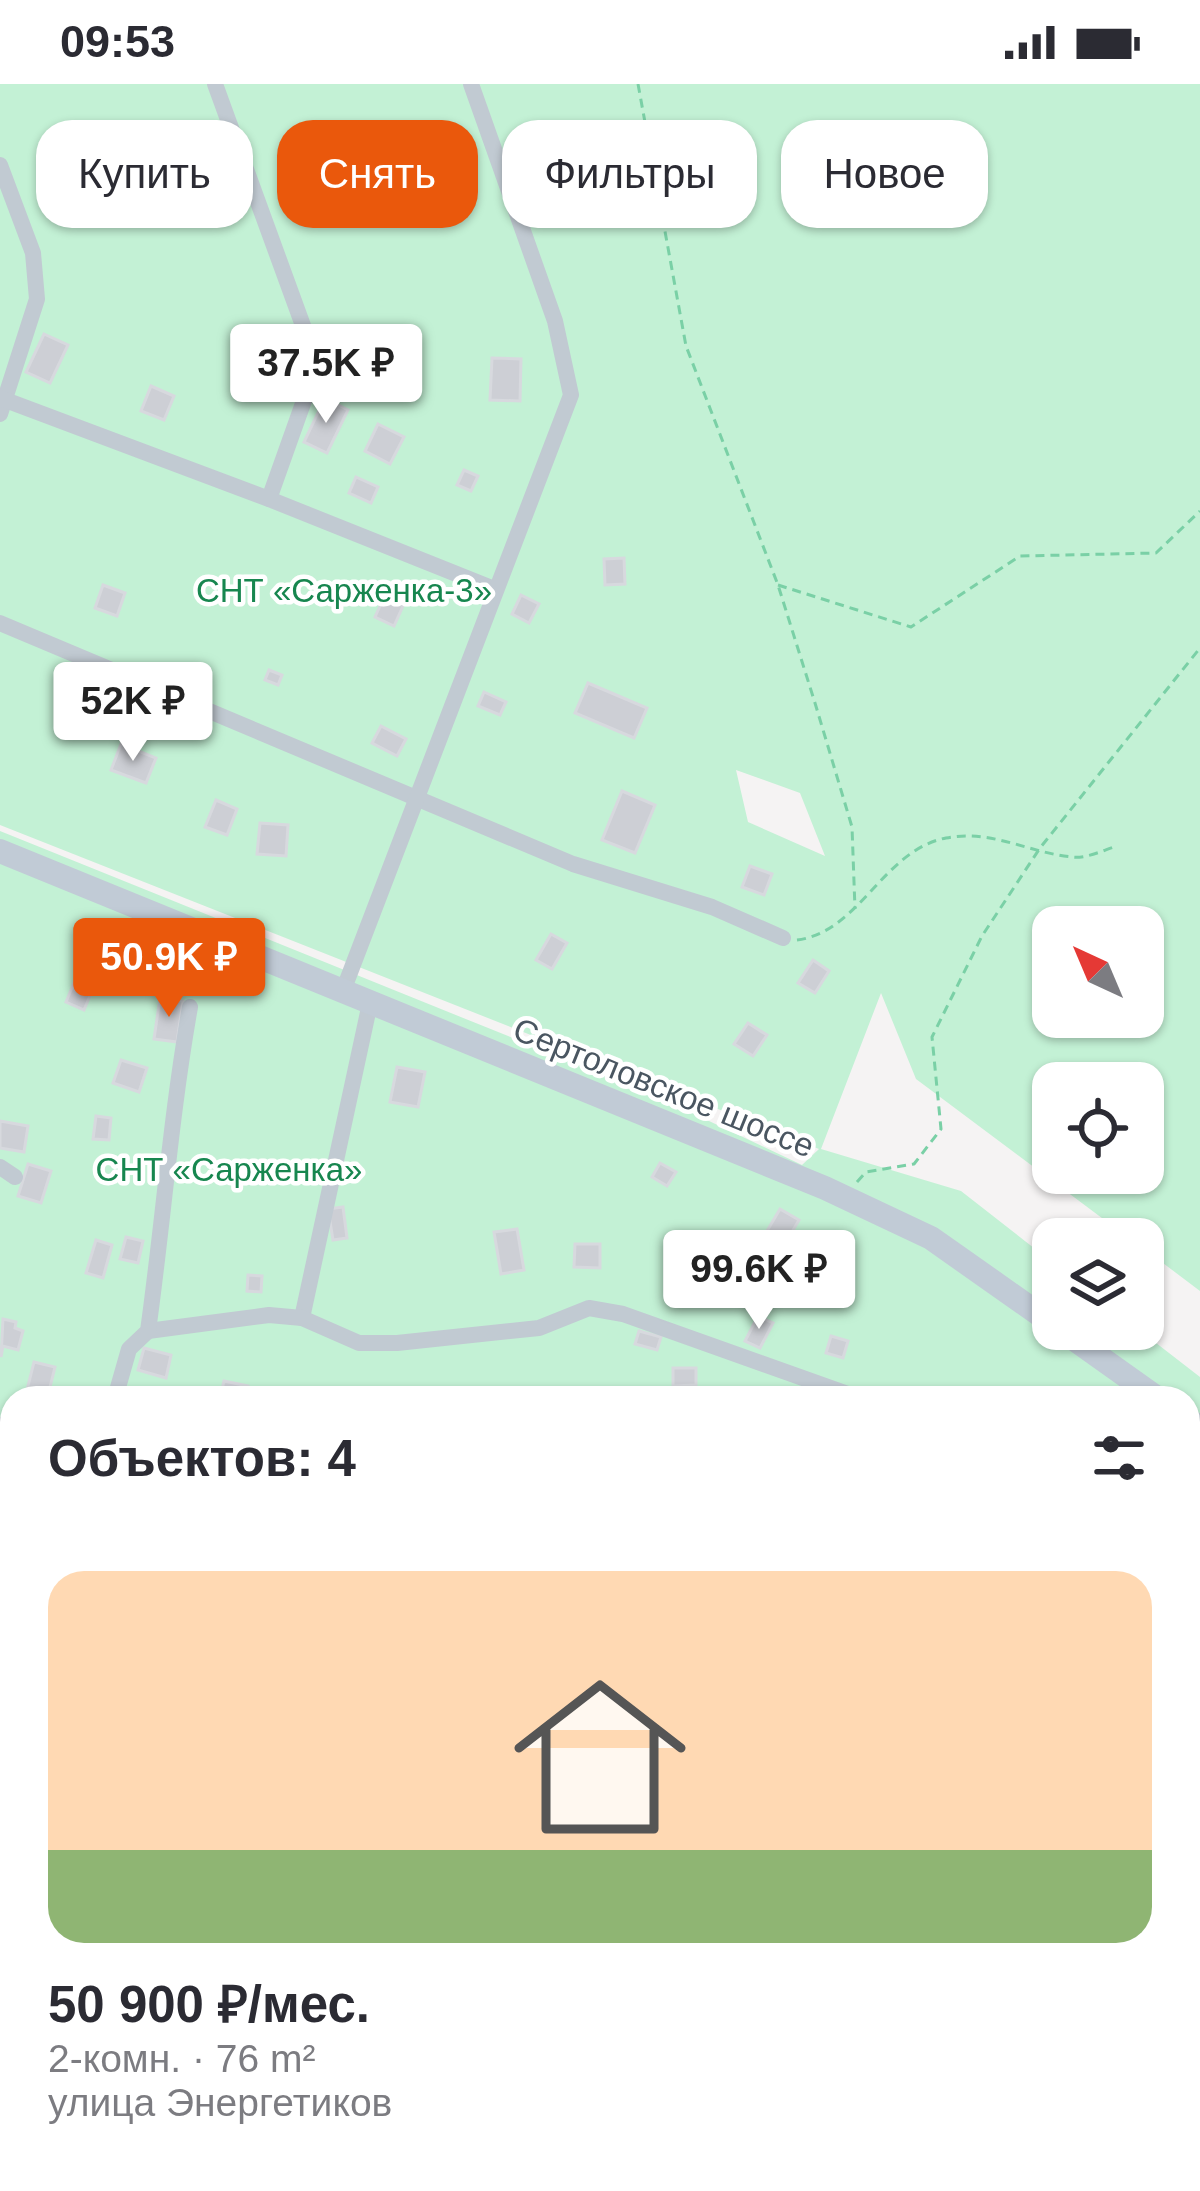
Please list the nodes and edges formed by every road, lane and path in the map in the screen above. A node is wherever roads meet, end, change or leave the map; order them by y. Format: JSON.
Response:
{"nodes":[{"id":1,"x":215,"y":84,"type":"edge"},
{"id":2,"x":471,"y":84,"type":"edge"},
{"id":3,"x":638,"y":84,"type":"edge"},
{"id":4,"x":0,"y":165,"type":"edge"},
{"id":5,"x":2,"y":404,"type":"edge"},
{"id":6,"x":269,"y":499,"type":"junction"},
{"id":7,"x":1200,"y":511,"type":"edge"},
{"id":8,"x":778,"y":585,"type":"junction"},
{"id":9,"x":494,"y":590,"type":"junction"},
{"id":10,"x":0,"y":623,"type":"edge"},
{"id":11,"x":1200,"y":648,"type":"edge"},
{"id":12,"x":414,"y":799,"type":"junction"},
{"id":13,"x":1117,"y":846,"type":"dead end"},
{"id":14,"x":1040,"y":848,"type":"junction"},
{"id":15,"x":0,"y":850,"type":"edge"},
{"id":16,"x":855,"y":909,"type":"junction"},
{"id":17,"x":784,"y":938,"type":"joint"},
{"id":18,"x":343,"y":991,"type":"junction"},
{"id":19,"x":370,"y":1003,"type":"junction"},
{"id":20,"x":190,"y":1007,"type":"dead end"},
{"id":21,"x":844,"y":1198,"type":"junction"},
{"id":22,"x":1032,"y":1309,"type":"edge"},
{"id":23,"x":302,"y":1318,"type":"junction"},
{"id":24,"x":148,"y":1330,"type":"junction"},
{"id":25,"x":1090,"y":1350,"type":"edge"},
{"id":26,"x":119,"y":1386,"type":"edge"},
{"id":27,"x":825,"y":1386,"type":"edge"},
{"id":28,"x":1140,"y":1386,"type":"edge"}],
"edges":[{"from":1,"to":6,"type":"street"},
{"from":2,"to":9,"type":"street"},
{"from":3,"to":8,"type":"path"},
{"from":4,"to":5,"type":"street"},
{"from":5,"to":6,"type":"street"},
{"from":6,"to":9,"type":"street"},
{"from":7,"to":8,"type":"path"},
{"from":8,"to":16,"type":"path"},
{"from":9,"to":12,"type":"street"},
{"from":10,"to":12,"type":"street"},
{"from":11,"to":14,"type":"path"},
{"from":12,"to":17,"type":"street"},
{"from":12,"to":18,"type":"street"},
{"from":13,"to":14,"type":"path"},
{"from":14,"to":16,"type":"path"},
{"from":14,"to":21,"type":"path"},
{"from":15,"to":18,"type":"main road","name":"Сертоловское шоссе"},
{"from":16,"to":17,"type":"path"},
{"from":18,"to":19,"type":"main road","name":"Сертоловское шоссе"},
{"from":19,"to":21,"type":"main road","name":"Сертоловское шоссе"},
{"from":19,"to":23,"type":"street"},
{"from":20,"to":24,"type":"street"},
{"from":21,"to":22,"type":"main road","name":"Сертоловское шоссе"},
{"from":23,"to":24,"type":"street"},
{"from":23,"to":27,"type":"street"},
{"from":24,"to":26,"type":"street"},
{"from":25,"to":28,"type":"main road"}]}
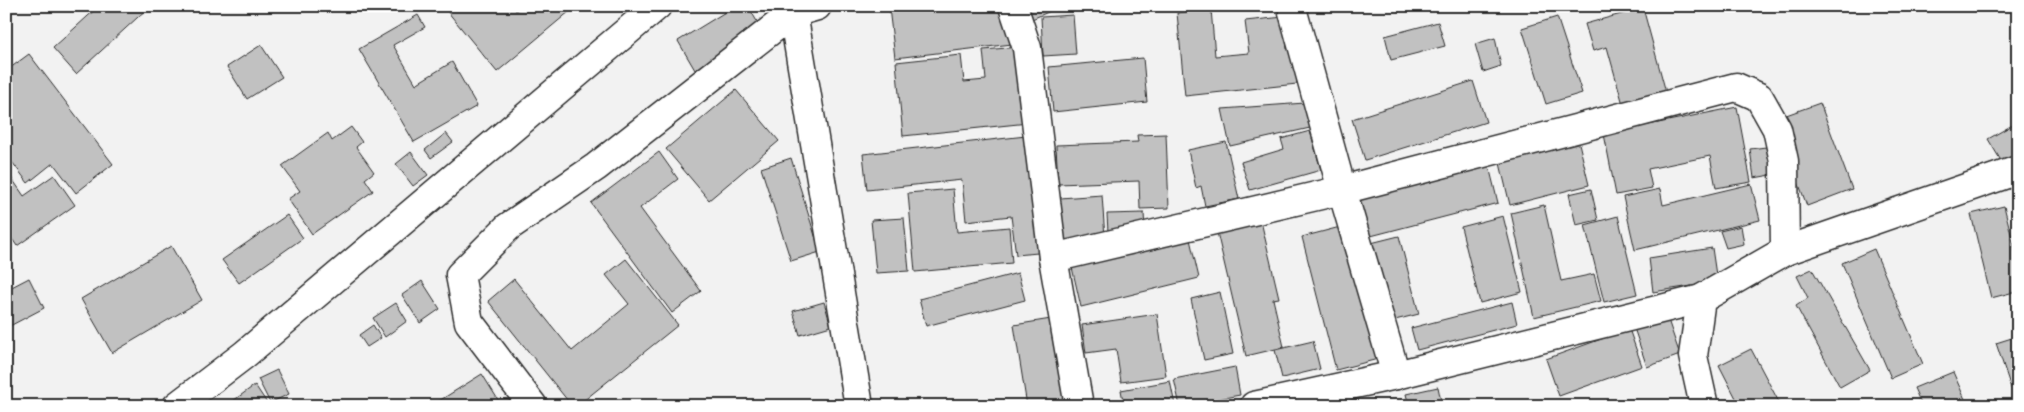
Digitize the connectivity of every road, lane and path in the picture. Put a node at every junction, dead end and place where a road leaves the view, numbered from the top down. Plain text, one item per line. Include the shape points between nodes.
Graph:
1 (657, 6) edge
2 (1013, 6) edge
3 (805, 9) edge
4 (1293, 12) dead end
5 (2018, 170) edge
6 (1342, 190) junction
7 (1785, 251) junction
8 (1053, 258) junction
9 (1701, 299) junction
10 (1396, 375) junction
11 (177, 406) edge
12 (533, 406) edge
13 (859, 406) edge
14 (1079, 406) edge
15 (1254, 406) edge
16 (1704, 406) edge

1 - 11 street via 244,356
2 - 8 street via 1027,48
3 - 12 street via 596,167 508,227 460,275 469,322
3 - 13 street
4 - 6 street
5 - 7 street
6 - 7 street via 1736,87 1759,97 1776,129 1784,161
6 - 8 street
6 - 10 street
7 - 9 street
8 - 14 street
9 - 10 street
9 - 16 street via 1693,356
10 - 15 street

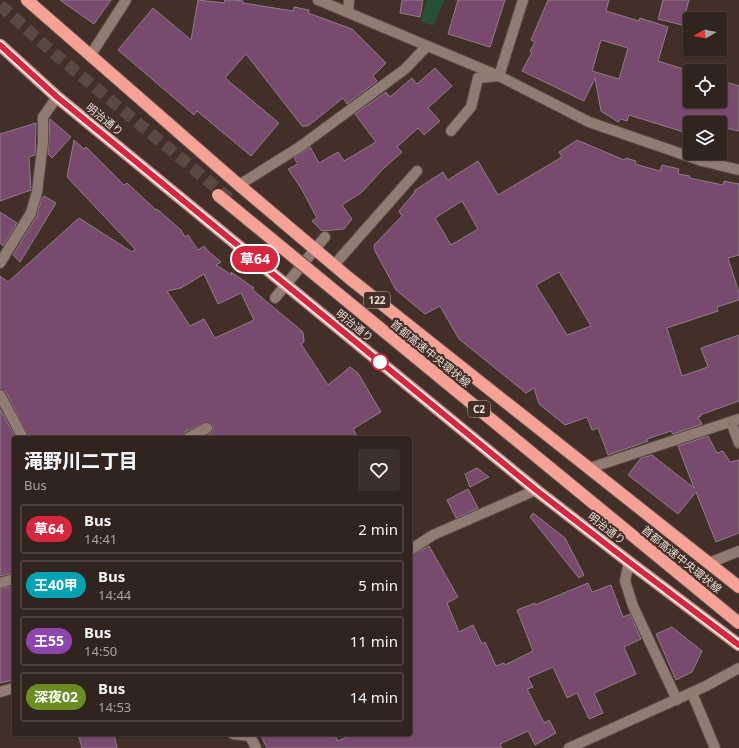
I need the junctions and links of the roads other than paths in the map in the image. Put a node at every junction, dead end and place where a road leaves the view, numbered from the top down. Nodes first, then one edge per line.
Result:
1 (27, 0) edge
2 (126, 0) edge
3 (318, 0) edge
4 (349, 0) edge
5 (523, 0) edge
6 (348, 12) junction
7 (0, 45) edge
8 (428, 46) junction
9 (90, 56) junction
10 (499, 76) junction
11 (57, 97) junction
12 (451, 131) dead end
13 (739, 170) edge
14 (417, 171) dead end
15 (239, 185) junction
16 (218, 195) tunnel mouth
17 (325, 236) dead end
18 (315, 248) junction
19 (3, 253) edge
20 (0, 263) edge
21 (334, 265) junction
22 (286, 284) junction
23 (275, 298) dead end
24 (0, 395) edge
25 (735, 421) edge
26 (207, 428) dead end
27 (22, 436) edge
28 (192, 436) edge
29 (739, 443) edge
30 (590, 468) junction
31 (536, 490) junction
32 (412, 549) edge
33 (739, 551) edge
34 (629, 562) junction
35 (709, 563) junction
36 (12, 580) edge
37 (0, 583) edge
38 (739, 587) edge
39 (739, 623) edge
40 (739, 645) edge
41 (739, 668) edge
42 (12, 689) edge
43 (0, 692) edge
44 (692, 693) junction
45 (677, 700) junction
46 (250, 736) edge
47 (256, 748) edge
48 (569, 748) edge
49 (715, 748) edge

1 - 9 highway, 122
2 - 9 street
3 - 6 street
4 - 6 street
5 - 10 street
6 - 8 street
7 - 11 highway, 明治通り
8 - 10 street
8 - 15 street
9 - 15 highway, 122
10 - 12 street
10 - 13 street
11 - 19 street
11 - 22 highway, 明治通り
14 - 21 street
15 - 18 highway, 122
16 - 39 highway, 首都高速中央環状線 / C2, bridge
17 - 18 street
18 - 21 highway, 122
18 - 22 street
19 - 20 street
21 - 30 highway, 122
22 - 23 street
22 - 31 highway, 明治通り
24 - 27 street
25 - 29 street
25 - 30 street
26 - 28 street
30 - 35 highway, 122
31 - 32 street
31 - 34 highway, 明治通り
33 - 35 street
34 - 40 highway, 明治通り
34 - 45 street
35 - 38 highway, 122
36 - 37 street
41 - 44 street
42 - 43 street
44 - 45 street
44 - 49 street
45 - 48 street
46 - 47 street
····················
Write the records out once more, exactly as they appear, with no pictures.

» Exercise answer
Please list the nodes and edges formed by every road, lane and path in the map in the screen above. A node is wherever roads meet, end, change or leave the map; order them by y. Format: JSON.
Response:
{"nodes":[{"id":1,"x":215,"y":84,"type":"edge"},
{"id":2,"x":471,"y":84,"type":"edge"},
{"id":3,"x":638,"y":84,"type":"edge"},
{"id":4,"x":0,"y":165,"type":"edge"},
{"id":5,"x":2,"y":404,"type":"edge"},
{"id":6,"x":269,"y":499,"type":"junction"},
{"id":7,"x":1200,"y":511,"type":"edge"},
{"id":8,"x":778,"y":585,"type":"junction"},
{"id":9,"x":494,"y":590,"type":"junction"},
{"id":10,"x":0,"y":623,"type":"edge"},
{"id":11,"x":1200,"y":648,"type":"edge"},
{"id":12,"x":414,"y":799,"type":"junction"},
{"id":13,"x":1117,"y":846,"type":"dead end"},
{"id":14,"x":1040,"y":848,"type":"junction"},
{"id":15,"x":0,"y":850,"type":"edge"},
{"id":16,"x":855,"y":909,"type":"junction"},
{"id":17,"x":784,"y":938,"type":"joint"},
{"id":18,"x":343,"y":991,"type":"junction"},
{"id":19,"x":370,"y":1003,"type":"junction"},
{"id":20,"x":190,"y":1007,"type":"dead end"},
{"id":21,"x":844,"y":1198,"type":"junction"},
{"id":22,"x":1032,"y":1309,"type":"edge"},
{"id":23,"x":302,"y":1318,"type":"junction"},
{"id":24,"x":148,"y":1330,"type":"junction"},
{"id":25,"x":1090,"y":1350,"type":"edge"},
{"id":26,"x":119,"y":1386,"type":"edge"},
{"id":27,"x":825,"y":1386,"type":"edge"},
{"id":28,"x":1140,"y":1386,"type":"edge"}],
"edges":[{"from":1,"to":6,"type":"street"},
{"from":2,"to":9,"type":"street"},
{"from":3,"to":8,"type":"path"},
{"from":4,"to":5,"type":"street"},
{"from":5,"to":6,"type":"street"},
{"from":6,"to":9,"type":"street"},
{"from":7,"to":8,"type":"path"},
{"from":8,"to":16,"type":"path"},
{"from":9,"to":12,"type":"street"},
{"from":10,"to":12,"type":"street"},
{"from":11,"to":14,"type":"path"},
{"from":12,"to":17,"type":"street"},
{"from":12,"to":18,"type":"street"},
{"from":13,"to":14,"type":"path"},
{"from":14,"to":16,"type":"path"},
{"from":14,"to":21,"type":"path"},
{"from":15,"to":18,"type":"main road","name":"Сертоловское шоссе"},
{"from":16,"to":17,"type":"path"},
{"from":18,"to":19,"type":"main road","name":"Сертоловское шоссе"},
{"from":19,"to":21,"type":"main road","name":"Сертоловское шоссе"},
{"from":19,"to":23,"type":"street"},
{"from":20,"to":24,"type":"street"},
{"from":21,"to":22,"type":"main road","name":"Сертоловское шоссе"},
{"from":23,"to":24,"type":"street"},
{"from":23,"to":27,"type":"street"},
{"from":24,"to":26,"type":"street"},
{"from":25,"to":28,"type":"main road"}]}
Digitize the connectivity of every road, lane and path in the picture. Put a node at every junction, dead end and place where a road leaves the view, numbered from the top down. Plain text, one item per line. Include the shape points between nodes.
Graph:
1 (657, 6) edge
2 (1013, 6) edge
3 (805, 9) edge
4 (1293, 12) dead end
5 (2018, 170) edge
6 (1342, 190) junction
7 (1785, 251) junction
8 (1053, 258) junction
9 (1701, 299) junction
10 (1396, 375) junction
11 (177, 406) edge
12 (533, 406) edge
13 (859, 406) edge
14 (1079, 406) edge
15 (1254, 406) edge
16 (1704, 406) edge

1 - 11 street via 244,356
2 - 8 street via 1027,48
3 - 12 street via 596,167 508,227 460,275 469,322
3 - 13 street
4 - 6 street
5 - 7 street
6 - 7 street via 1736,87 1759,97 1776,129 1784,161
6 - 8 street
6 - 10 street
7 - 9 street
8 - 14 street
9 - 10 street
9 - 16 street via 1693,356
10 - 15 street

I need the junctions and links of the roads other than paths in the map in the image. Put a node at every junction, dead end and place where a road leaves the view, numbered from the top down. Nodes first, then one edge per line.
Result:
1 (27, 0) edge
2 (126, 0) edge
3 (318, 0) edge
4 (349, 0) edge
5 (523, 0) edge
6 (348, 12) junction
7 (0, 45) edge
8 (428, 46) junction
9 (90, 56) junction
10 (499, 76) junction
11 (57, 97) junction
12 (451, 131) dead end
13 (739, 170) edge
14 (417, 171) dead end
15 (239, 185) junction
16 (218, 195) tunnel mouth
17 (325, 236) dead end
18 (315, 248) junction
19 (3, 253) edge
20 (0, 263) edge
21 (334, 265) junction
22 (286, 284) junction
23 (275, 298) dead end
24 (0, 395) edge
25 (735, 421) edge
26 (207, 428) dead end
27 (22, 436) edge
28 (192, 436) edge
29 (739, 443) edge
30 (590, 468) junction
31 (536, 490) junction
32 (412, 549) edge
33 (739, 551) edge
34 (629, 562) junction
35 (709, 563) junction
36 (12, 580) edge
37 (0, 583) edge
38 (739, 587) edge
39 (739, 623) edge
40 (739, 645) edge
41 (739, 668) edge
42 (12, 689) edge
43 (0, 692) edge
44 (692, 693) junction
45 (677, 700) junction
46 (250, 736) edge
47 (256, 748) edge
48 (569, 748) edge
49 (715, 748) edge

1 - 9 highway, 122
2 - 9 street
3 - 6 street
4 - 6 street
5 - 10 street
6 - 8 street
7 - 11 highway, 明治通り
8 - 10 street
8 - 15 street
9 - 15 highway, 122
10 - 12 street
10 - 13 street
11 - 19 street
11 - 22 highway, 明治通り
14 - 21 street
15 - 18 highway, 122
16 - 39 highway, 首都高速中央環状線 / C2, bridge
17 - 18 street
18 - 21 highway, 122
18 - 22 street
19 - 20 street
21 - 30 highway, 122
22 - 23 street
22 - 31 highway, 明治通り
24 - 27 street
25 - 29 street
25 - 30 street
26 - 28 street
30 - 35 highway, 122
31 - 32 street
31 - 34 highway, 明治通り
33 - 35 street
34 - 40 highway, 明治通り
34 - 45 street
35 - 38 highway, 122
36 - 37 street
41 - 44 street
42 - 43 street
44 - 45 street
44 - 49 street
45 - 48 street
46 - 47 street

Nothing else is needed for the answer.